Would you reproduce each of the records below precisely, with the pictures left out?

▬▬▬

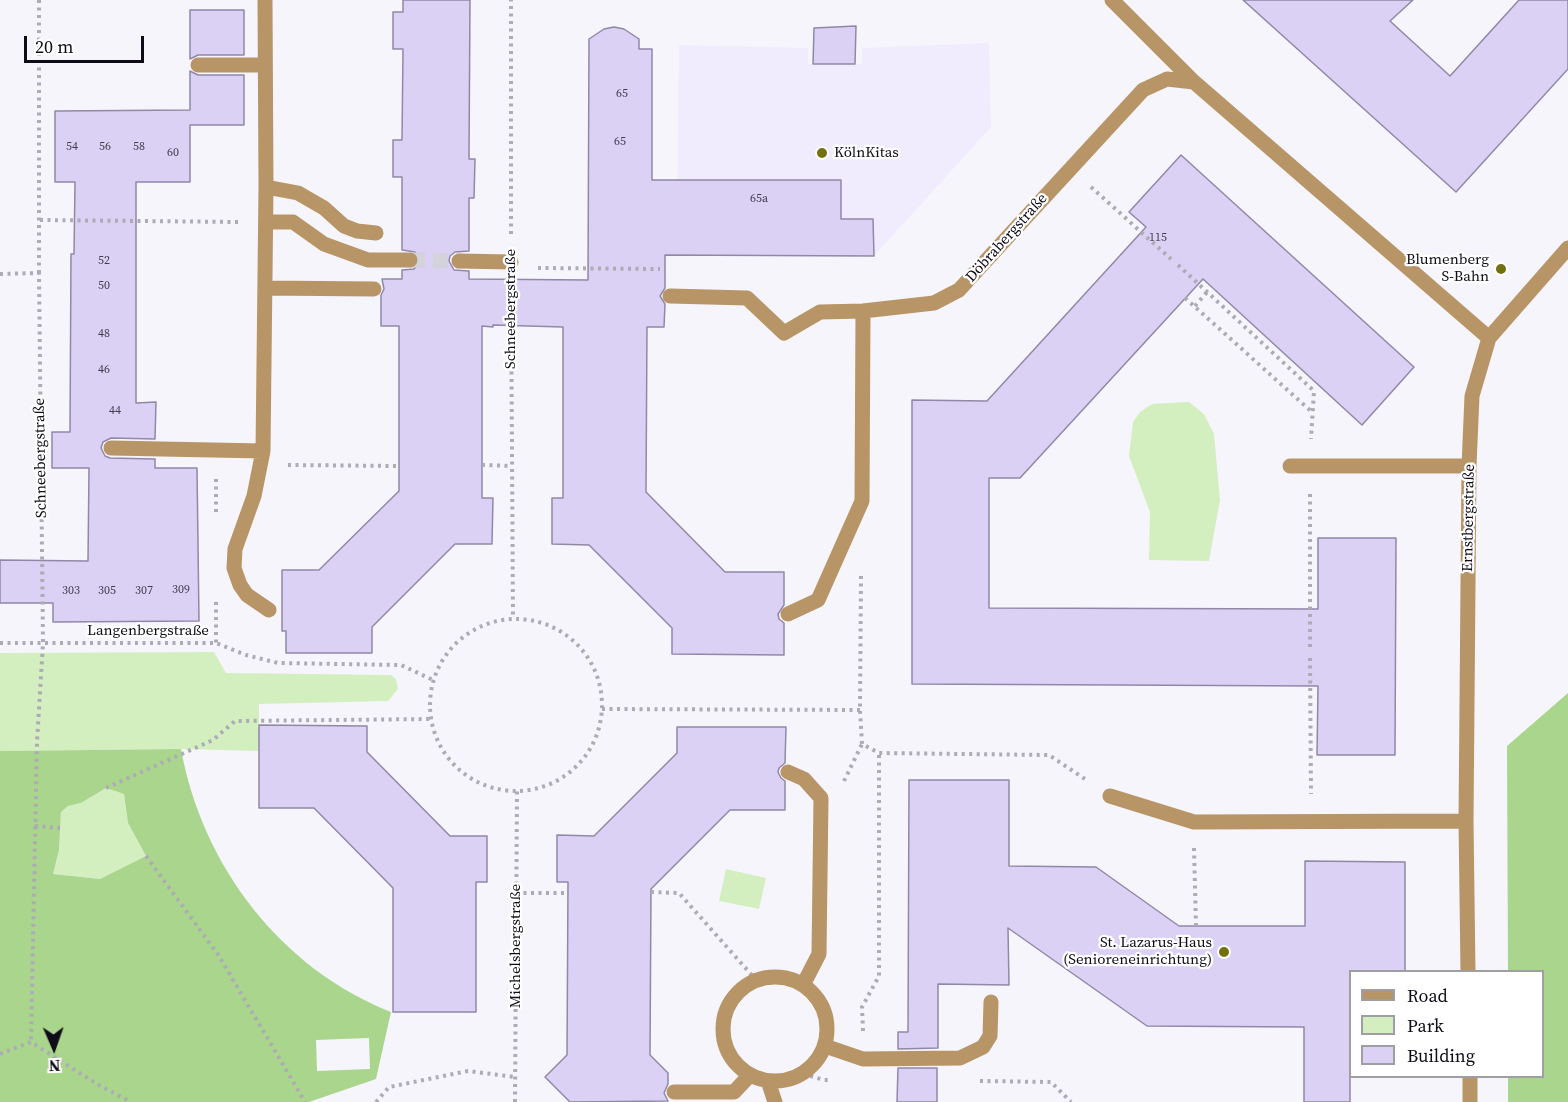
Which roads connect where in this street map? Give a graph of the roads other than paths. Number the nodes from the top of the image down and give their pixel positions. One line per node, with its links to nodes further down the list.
1 (265, 0): 3 (street)
2 (1112, 0): 5 (street)
3 (265, 64): 4 (street); 6 (street)
4 (198, 66)
5 (1194, 82): 16 (street, Döbrabergstraße); 17 (street)
6 (266, 188): 7 (street); 8 (street)
7 (266, 222): 10 (street); 13 (street)
8 (376, 233)
9 (1568, 248): 17 (street, Ernstbergstraße)
10 (410, 260)
11 (459, 261): 12 (street)
12 (510, 265)
13 (265, 288): 14 (street); 19 (street)
14 (374, 289)
15 (670, 296): 16 (street, Döbrabergstraße)
16 (864, 311): 23 (street)
17 (1489, 338): 21 (street, Ernstbergstraße)
18 (111, 448): 19 (street)
19 (262, 458): 22 (street)
20 (1290, 466): 21 (street)
21 (1469, 466): 26 (street, Ernstbergstraße)
22 (269, 610)
23 (789, 614)
24 (789, 772): 28 (street)
25 (1110, 796): 26 (street)
26 (1466, 821): 27 (street, Ernstbergstraße)
27 (1468, 970)
28 (803, 985): 30 (street); 31 (street)
29 (991, 1002): 30 (street)
30 (825, 1046): 33 (street)
31 (750, 1075): 33 (street); 34 (street)
32 (1470, 1078): 36 (street)
33 (768, 1081): 35 (street)
34 (674, 1092)
35 (775, 1102)
36 (1470, 1102)

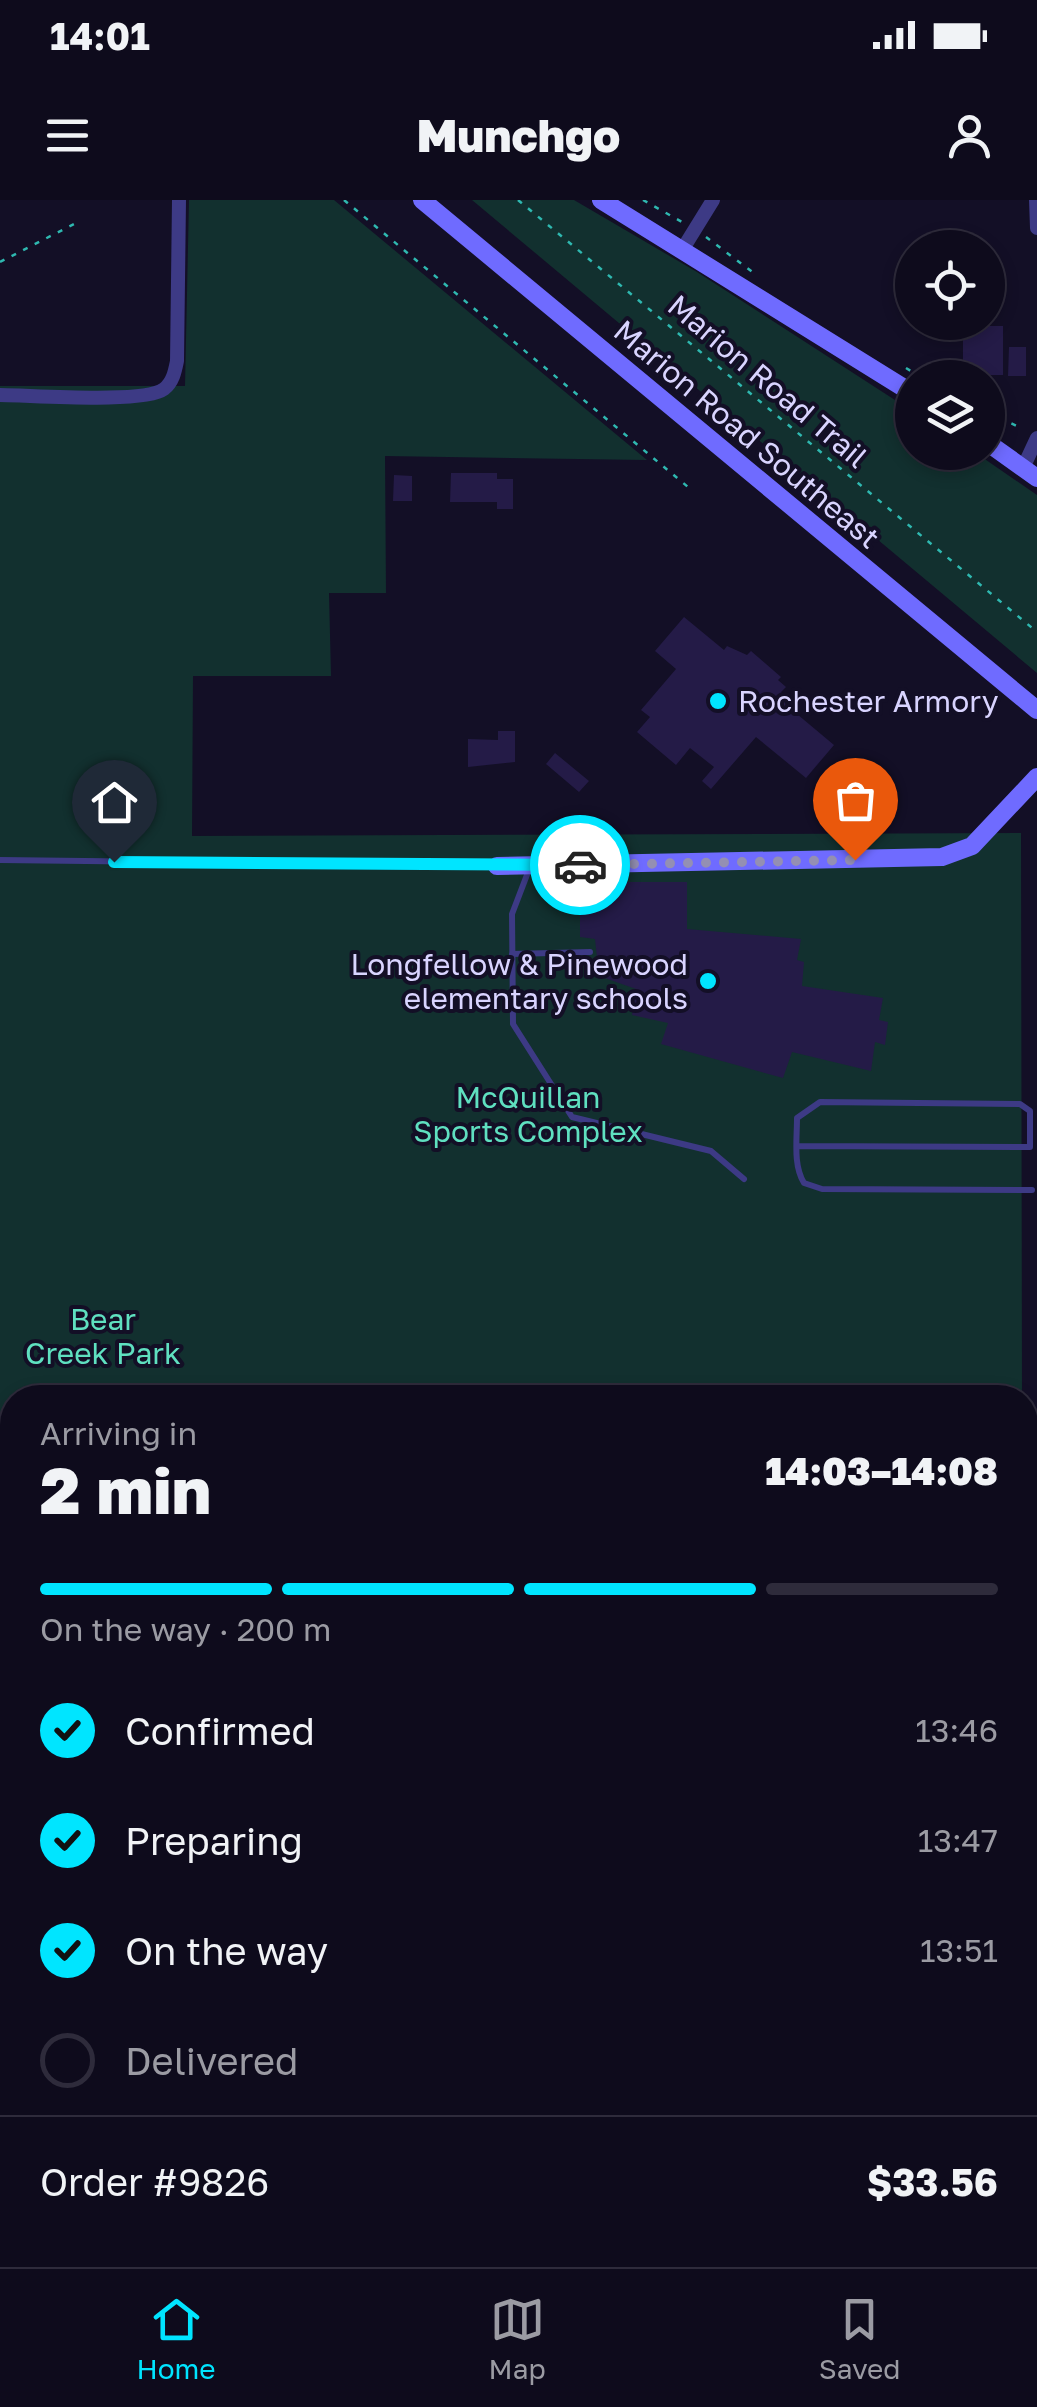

▬▬▬

Exercise answer:
Which roads connect where in this street map? Give a graph of the roads other than paths. Number the nodes from the top of the image down and give their pixel positions. One line per node, with its links to nodes further down the list.
1 (265, 0): 3 (street)
2 (1112, 0): 5 (street)
3 (265, 64): 4 (street); 6 (street)
4 (198, 66)
5 (1194, 82): 16 (street, Döbrabergstraße); 17 (street)
6 (266, 188): 7 (street); 8 (street)
7 (266, 222): 10 (street); 13 (street)
8 (376, 233)
9 (1568, 248): 17 (street, Ernstbergstraße)
10 (410, 260)
11 (459, 261): 12 (street)
12 (510, 265)
13 (265, 288): 14 (street); 19 (street)
14 (374, 289)
15 (670, 296): 16 (street, Döbrabergstraße)
16 (864, 311): 23 (street)
17 (1489, 338): 21 (street, Ernstbergstraße)
18 (111, 448): 19 (street)
19 (262, 458): 22 (street)
20 (1290, 466): 21 (street)
21 (1469, 466): 26 (street, Ernstbergstraße)
22 (269, 610)
23 (789, 614)
24 (789, 772): 28 (street)
25 (1110, 796): 26 (street)
26 (1466, 821): 27 (street, Ernstbergstraße)
27 (1468, 970)
28 (803, 985): 30 (street); 31 (street)
29 (991, 1002): 30 (street)
30 (825, 1046): 33 (street)
31 (750, 1075): 33 (street); 34 (street)
32 (1470, 1078): 36 (street)
33 (768, 1081): 35 (street)
34 (674, 1092)
35 (775, 1102)
36 (1470, 1102)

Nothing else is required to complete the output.